:: GIVEN RECORDS ::

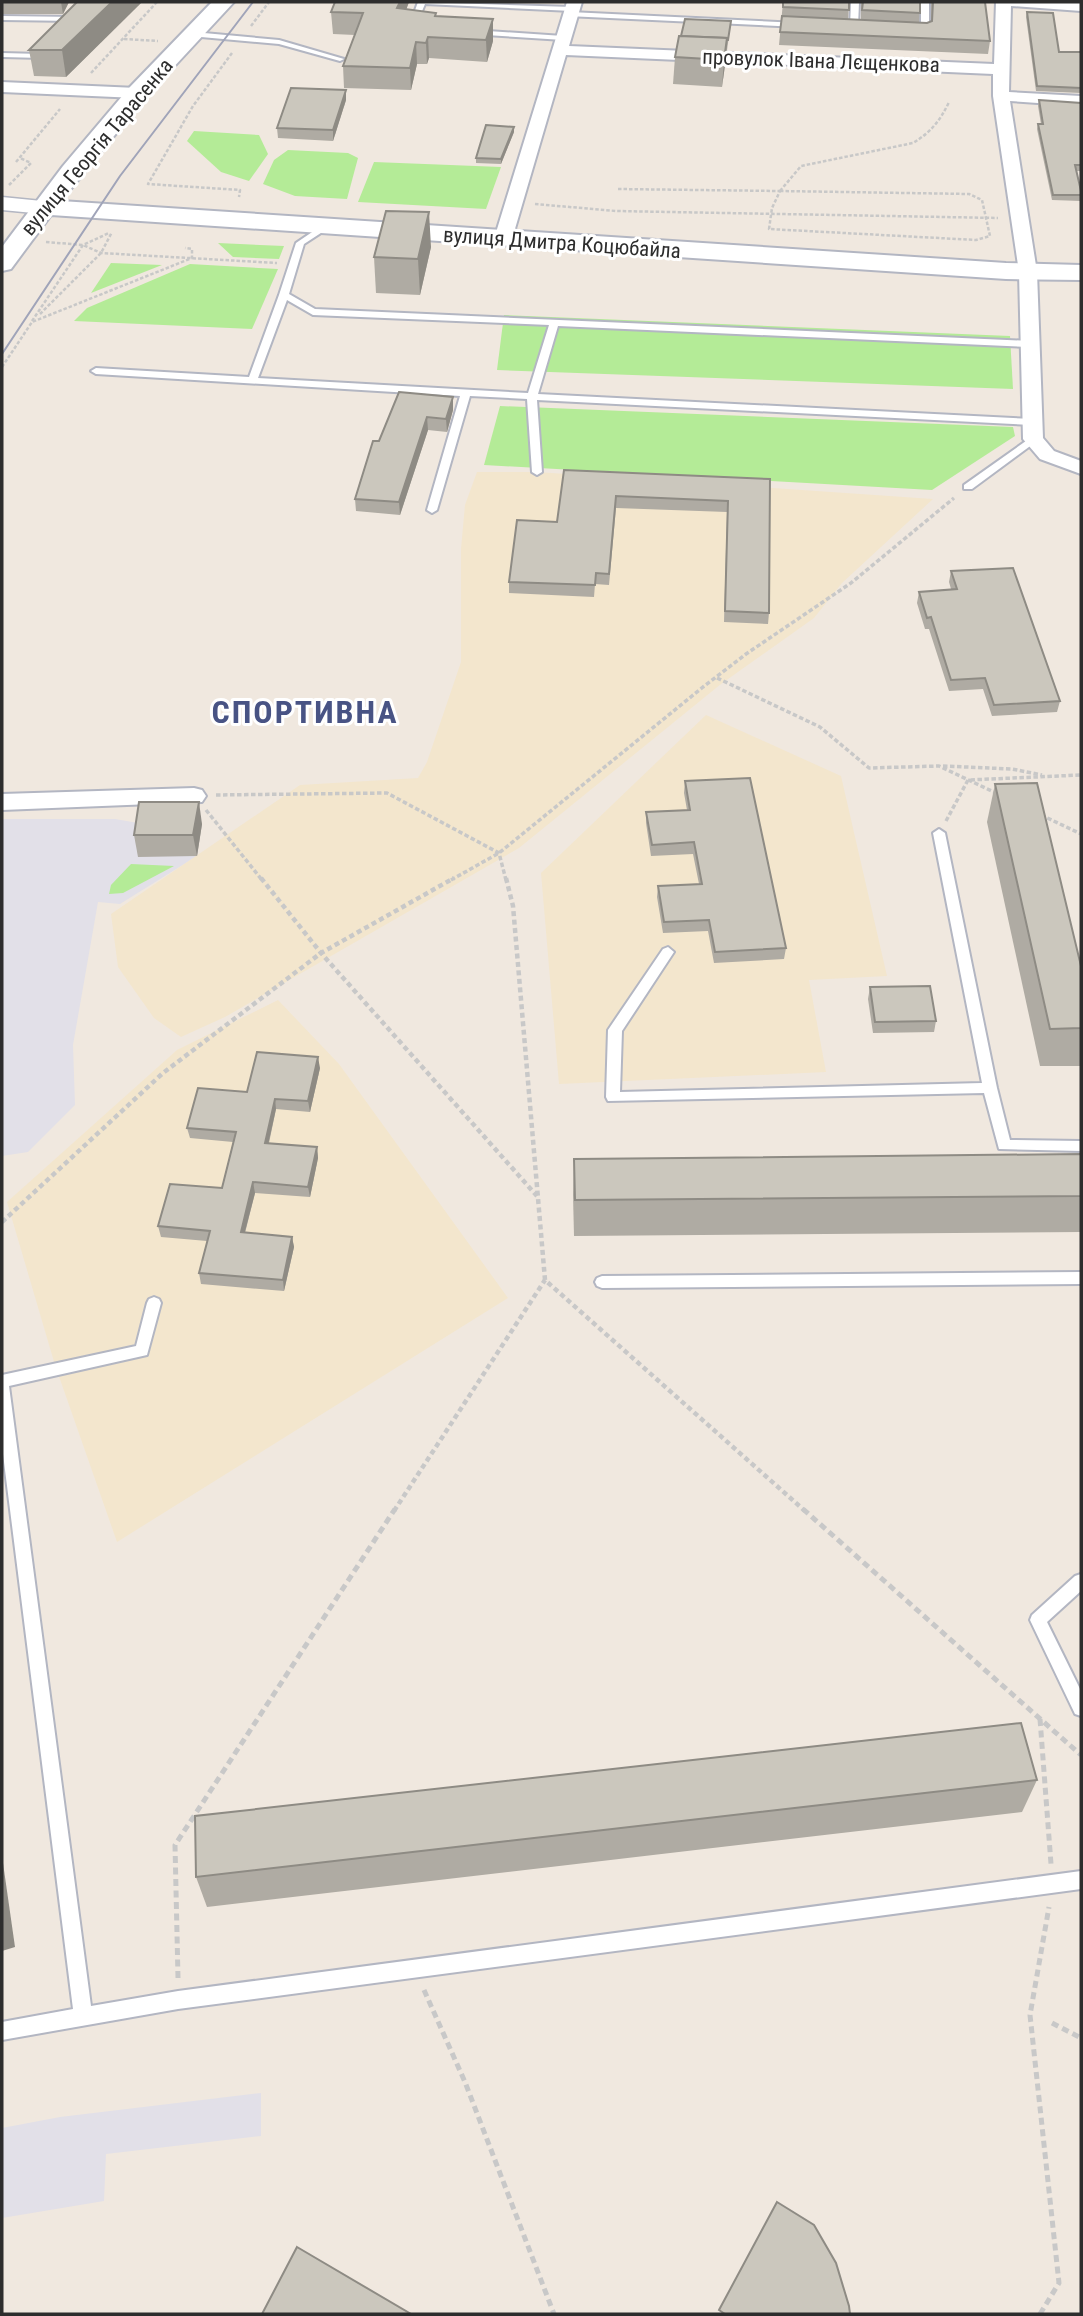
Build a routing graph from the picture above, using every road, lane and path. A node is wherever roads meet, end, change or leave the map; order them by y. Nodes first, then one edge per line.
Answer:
1 (223, 2) edge
2 (855, 2) edge
3 (925, 2) edge
4 (1003, 2) edge
5 (1011, 2) edge
6 (1081, 6) edge
7 (572, 8) edge
8 (2, 18) edge
9 (813, 25) edge
10 (840, 27) edge
11 (854, 27) junction
12 (70, 28) edge
13 (866, 28) edge
14 (425, 29) edge
15 (901, 30) edge
16 (466, 32) edge
17 (193, 34) junction
18 (124, 39) dead end
19 (160, 41) dead end
20 (561, 44) junction
21 (51, 47) edge
22 (2, 55) edge
23 (340, 59) dead end
24 (1000, 69) junction
25 (2, 87) edge
26 (137, 93) junction
27 (1001, 96) junction
28 (1081, 101) edge
29 (948, 102) dead end
30 (20, 158) dead end
31 (2, 188) edge
32 (618, 189) dead end
33 (780, 191) junction
34 (513, 202) junction
35 (2, 203) edge
36 (44, 207) junction
37 (769, 214) junction
38 (988, 218) junction
39 (1020, 219) junction
40 (296, 234) junction
41 (503, 239) junction
42 (42, 242) dead end
43 (83, 245) junction
44 (185, 248) dead end
45 (101, 253) junction
46 (192, 258) junction
47 (2, 264) edge
48 (294, 264) junction
49 (1028, 272) junction
50 (1081, 274) edge
51 (284, 295) junction
52 (32, 322) junction
53 (554, 325) junction
54 (1030, 344) junction
55 (2, 367) edge
56 (96, 371) dead end
57 (252, 381) junction
58 (466, 393) junction
59 (533, 397) junction
60 (1033, 430) junction
61 (1081, 468) edge
62 (537, 472) dead end
63 (968, 487) joint
64 (432, 510) dead end
65 (717, 678) junction
66 (939, 766) junction
67 (1081, 775) edge
68 (1050, 776) junction
69 (968, 780) junction
70 (194, 796) junction
71 (1006, 798) edge
72 (2, 802) edge
73 (1031, 810) edge
74 (939, 833) joint
75 (1081, 834) edge
76 (499, 853) junction
77 (668, 952) dead end
78 (321, 953) junction
79 (990, 1088) junction
80 (1081, 1146) edge
81 (537, 1196) junction
82 (2, 1222) edge
83 (1081, 1278) edge
84 (545, 1280) junction
85 (602, 1282) dead end
86 (154, 1303) dead end
87 (2, 1381) edge
88 (2, 1388) edge
89 (1081, 1581) edge
90 (1081, 1708) edge
91 (1041, 1719) junction
92 (1081, 1755) edge
93 (1081, 1880) edge
94 (1052, 1885) junction
95 (415, 1969) junction
96 (178, 2000) junction
97 (83, 2016) junction
98 (1052, 2023) dead end
99 (2, 2031) edge
100 (1081, 2038) edge
101 (554, 2314) edge
102 (1040, 2314) edge

1 - 17 main road, вулиця Георгія Тарасенка
2 - 11 lane
3 - 15 lane
4 - 24 street
5 - 6 street
7 - 9 lane
7 - 14 lane
7 - 20 street
8 - 12 lane
10 - 11 lane
11 - 13 lane
16 - 20 lane
17 - 23 lane
17 - 26 main road, вулиця Георгія Тарасенка
18 - 19 path
20 - 24 street, провулок Івана Лєщенкова
20 - 34 street
21 - 22 lane
24 - 27 street
25 - 26 street
26 - 36 main road, вулиця Георгія Тарасенка
27 - 28 street
27 - 39 street
29 - 33 path
30 - 31 path
32 - 33 path
33 - 37 path
33 - 38 path
34 - 37 path
34 - 41 street
35 - 36 street
36 - 40 main road, вулиця Дмитра Коцюбайла
36 - 47 main road, вулиця Георгія Тарасенка
37 - 38 path
37 - 38 path
38 - 39 path
39 - 49 street
40 - 41 main road, вулиця Дмитра Коцюбайла
40 - 48 lane
41 - 49 main road, вулиця Дмитра Коцюбайла
42 - 43 path
43 - 45 path
43 - 45 path
43 - 52 path
44 - 46 path
45 - 46 path
45 - 52 path
46 - 48 path
46 - 52 path
48 - 51 lane
49 - 50 main road, вулиця Дмитра Коцюбайла
49 - 54 street
51 - 53 lane
51 - 57 lane
52 - 55 path
53 - 54 lane
53 - 59 lane
54 - 60 street
56 - 57 lane
57 - 58 lane
58 - 59 lane
58 - 64 lane
59 - 60 lane
59 - 62 lane
60 - 61 street
60 - 63 lane
63 - 65 path
65 - 66 path
65 - 76 path
66 - 68 path
66 - 69 path
67 - 68 path
68 - 69 path
69 - 71 path
69 - 74 path
70 - 72 street
70 - 76 path
70 - 78 path
73 - 75 path
74 - 79 lane
76 - 78 path
76 - 81 path
77 - 79 lane
78 - 81 path
78 - 82 path
79 - 80 lane
81 - 84 path
83 - 85 lane
84 - 91 path
84 - 96 path
86 - 87 lane
88 - 97 lane
89 - 90 lane
91 - 92 path
91 - 94 path
93 - 94 lane
94 - 95 lane
94 - 102 path
95 - 96 lane
95 - 101 path
96 - 97 lane
97 - 99 lane
98 - 100 path

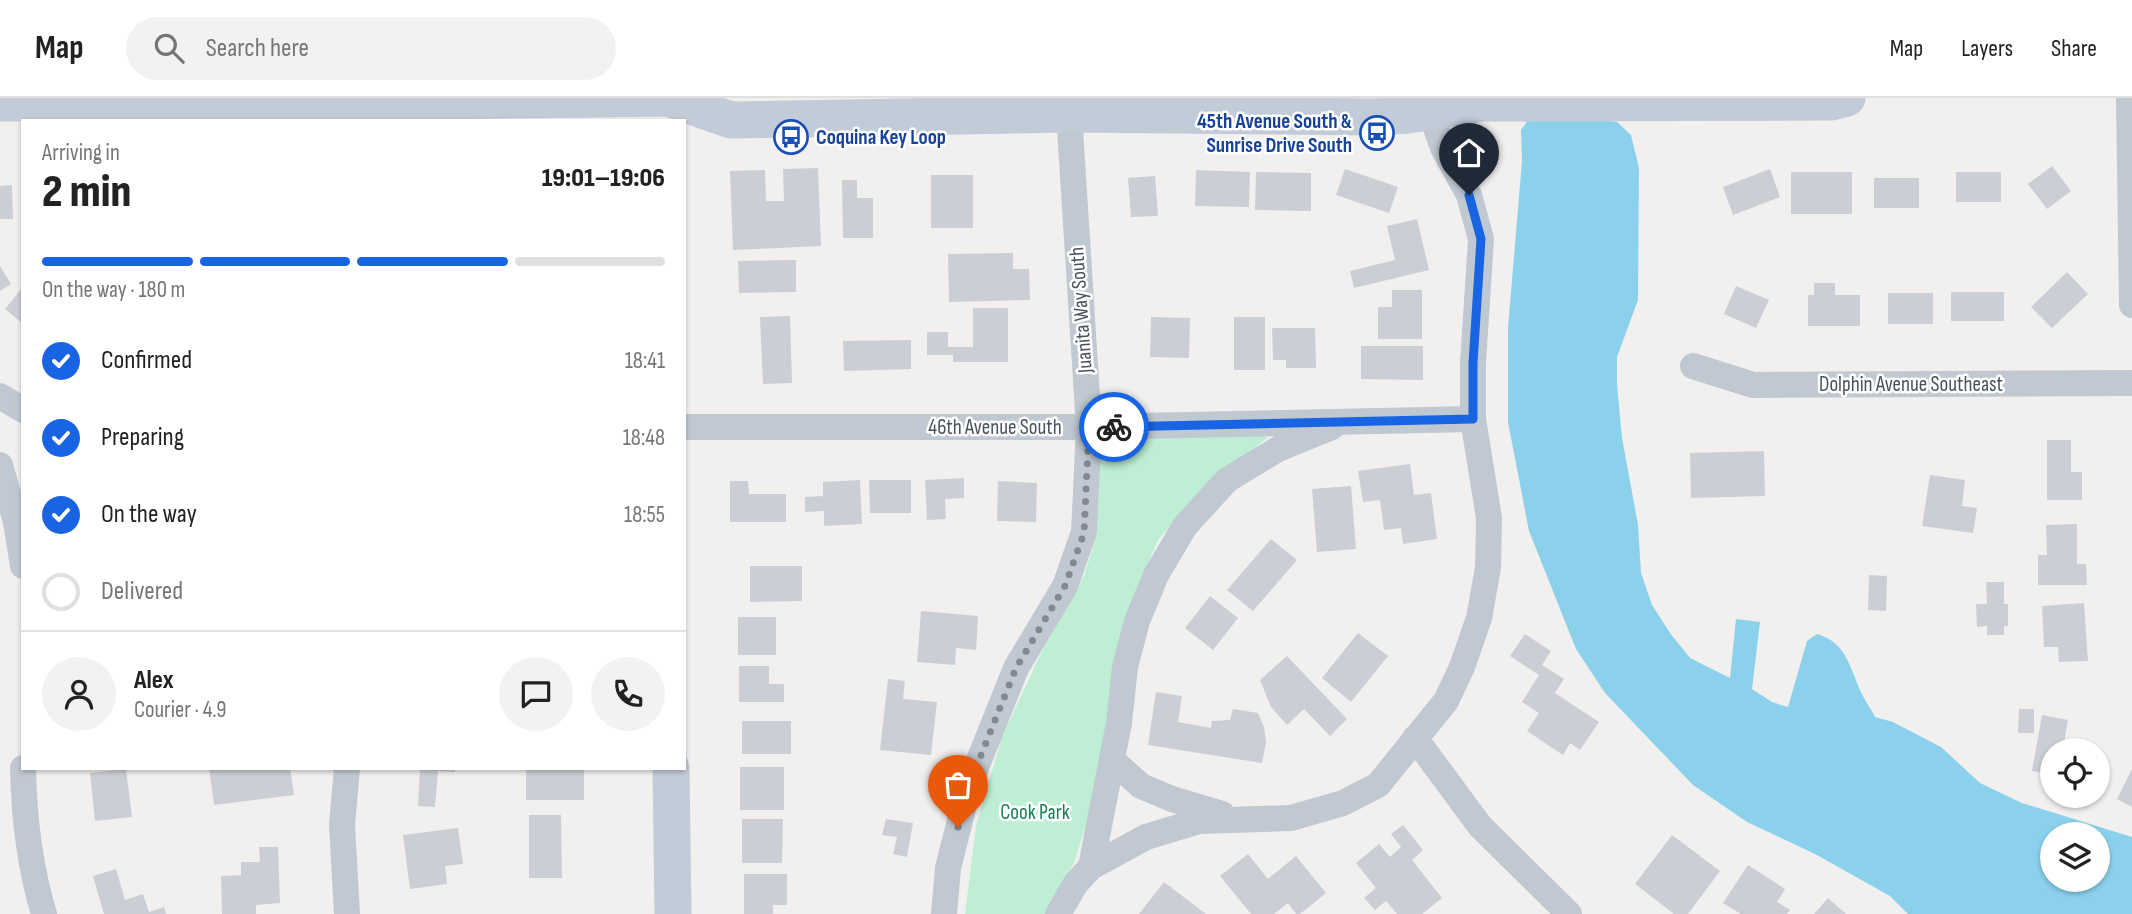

:::

● TASK TO COMPLETE
Pictures aside, write out all of the records exactly.

● PROBLEM SOLUTION
Build a routing graph from the picture above, using every road, lane and path. A node is wherever roads meet, end, change or leave the map; order them by y. Nodes first, then one edge per line.
Answer:
1 (223, 2) edge
2 (855, 2) edge
3 (925, 2) edge
4 (1003, 2) edge
5 (1011, 2) edge
6 (1081, 6) edge
7 (572, 8) edge
8 (2, 18) edge
9 (813, 25) edge
10 (840, 27) edge
11 (854, 27) junction
12 (70, 28) edge
13 (866, 28) edge
14 (425, 29) edge
15 (901, 30) edge
16 (466, 32) edge
17 (193, 34) junction
18 (124, 39) dead end
19 (160, 41) dead end
20 (561, 44) junction
21 (51, 47) edge
22 (2, 55) edge
23 (340, 59) dead end
24 (1000, 69) junction
25 (2, 87) edge
26 (137, 93) junction
27 (1001, 96) junction
28 (1081, 101) edge
29 (948, 102) dead end
30 (20, 158) dead end
31 (2, 188) edge
32 (618, 189) dead end
33 (780, 191) junction
34 (513, 202) junction
35 (2, 203) edge
36 (44, 207) junction
37 (769, 214) junction
38 (988, 218) junction
39 (1020, 219) junction
40 (296, 234) junction
41 (503, 239) junction
42 (42, 242) dead end
43 (83, 245) junction
44 (185, 248) dead end
45 (101, 253) junction
46 (192, 258) junction
47 (2, 264) edge
48 (294, 264) junction
49 (1028, 272) junction
50 (1081, 274) edge
51 (284, 295) junction
52 (32, 322) junction
53 (554, 325) junction
54 (1030, 344) junction
55 (2, 367) edge
56 (96, 371) dead end
57 (252, 381) junction
58 (466, 393) junction
59 (533, 397) junction
60 (1033, 430) junction
61 (1081, 468) edge
62 (537, 472) dead end
63 (968, 487) joint
64 (432, 510) dead end
65 (717, 678) junction
66 (939, 766) junction
67 (1081, 775) edge
68 (1050, 776) junction
69 (968, 780) junction
70 (194, 796) junction
71 (1006, 798) edge
72 (2, 802) edge
73 (1031, 810) edge
74 (939, 833) joint
75 (1081, 834) edge
76 (499, 853) junction
77 (668, 952) dead end
78 (321, 953) junction
79 (990, 1088) junction
80 (1081, 1146) edge
81 (537, 1196) junction
82 (2, 1222) edge
83 (1081, 1278) edge
84 (545, 1280) junction
85 (602, 1282) dead end
86 (154, 1303) dead end
87 (2, 1381) edge
88 (2, 1388) edge
89 (1081, 1581) edge
90 (1081, 1708) edge
91 (1041, 1719) junction
92 (1081, 1755) edge
93 (1081, 1880) edge
94 (1052, 1885) junction
95 (415, 1969) junction
96 (178, 2000) junction
97 (83, 2016) junction
98 (1052, 2023) dead end
99 (2, 2031) edge
100 (1081, 2038) edge
101 (554, 2314) edge
102 (1040, 2314) edge

1 - 17 main road, вулиця Георгія Тарасенка
2 - 11 lane
3 - 15 lane
4 - 24 street
5 - 6 street
7 - 9 lane
7 - 14 lane
7 - 20 street
8 - 12 lane
10 - 11 lane
11 - 13 lane
16 - 20 lane
17 - 23 lane
17 - 26 main road, вулиця Георгія Тарасенка
18 - 19 path
20 - 24 street, провулок Івана Лєщенкова
20 - 34 street
21 - 22 lane
24 - 27 street
25 - 26 street
26 - 36 main road, вулиця Георгія Тарасенка
27 - 28 street
27 - 39 street
29 - 33 path
30 - 31 path
32 - 33 path
33 - 37 path
33 - 38 path
34 - 37 path
34 - 41 street
35 - 36 street
36 - 40 main road, вулиця Дмитра Коцюбайла
36 - 47 main road, вулиця Георгія Тарасенка
37 - 38 path
37 - 38 path
38 - 39 path
39 - 49 street
40 - 41 main road, вулиця Дмитра Коцюбайла
40 - 48 lane
41 - 49 main road, вулиця Дмитра Коцюбайла
42 - 43 path
43 - 45 path
43 - 45 path
43 - 52 path
44 - 46 path
45 - 46 path
45 - 52 path
46 - 48 path
46 - 52 path
48 - 51 lane
49 - 50 main road, вулиця Дмитра Коцюбайла
49 - 54 street
51 - 53 lane
51 - 57 lane
52 - 55 path
53 - 54 lane
53 - 59 lane
54 - 60 street
56 - 57 lane
57 - 58 lane
58 - 59 lane
58 - 64 lane
59 - 60 lane
59 - 62 lane
60 - 61 street
60 - 63 lane
63 - 65 path
65 - 66 path
65 - 76 path
66 - 68 path
66 - 69 path
67 - 68 path
68 - 69 path
69 - 71 path
69 - 74 path
70 - 72 street
70 - 76 path
70 - 78 path
73 - 75 path
74 - 79 lane
76 - 78 path
76 - 81 path
77 - 79 lane
78 - 81 path
78 - 82 path
79 - 80 lane
81 - 84 path
83 - 85 lane
84 - 91 path
84 - 96 path
86 - 87 lane
88 - 97 lane
89 - 90 lane
91 - 92 path
91 - 94 path
93 - 94 lane
94 - 95 lane
94 - 102 path
95 - 96 lane
95 - 101 path
96 - 97 lane
97 - 99 lane
98 - 100 path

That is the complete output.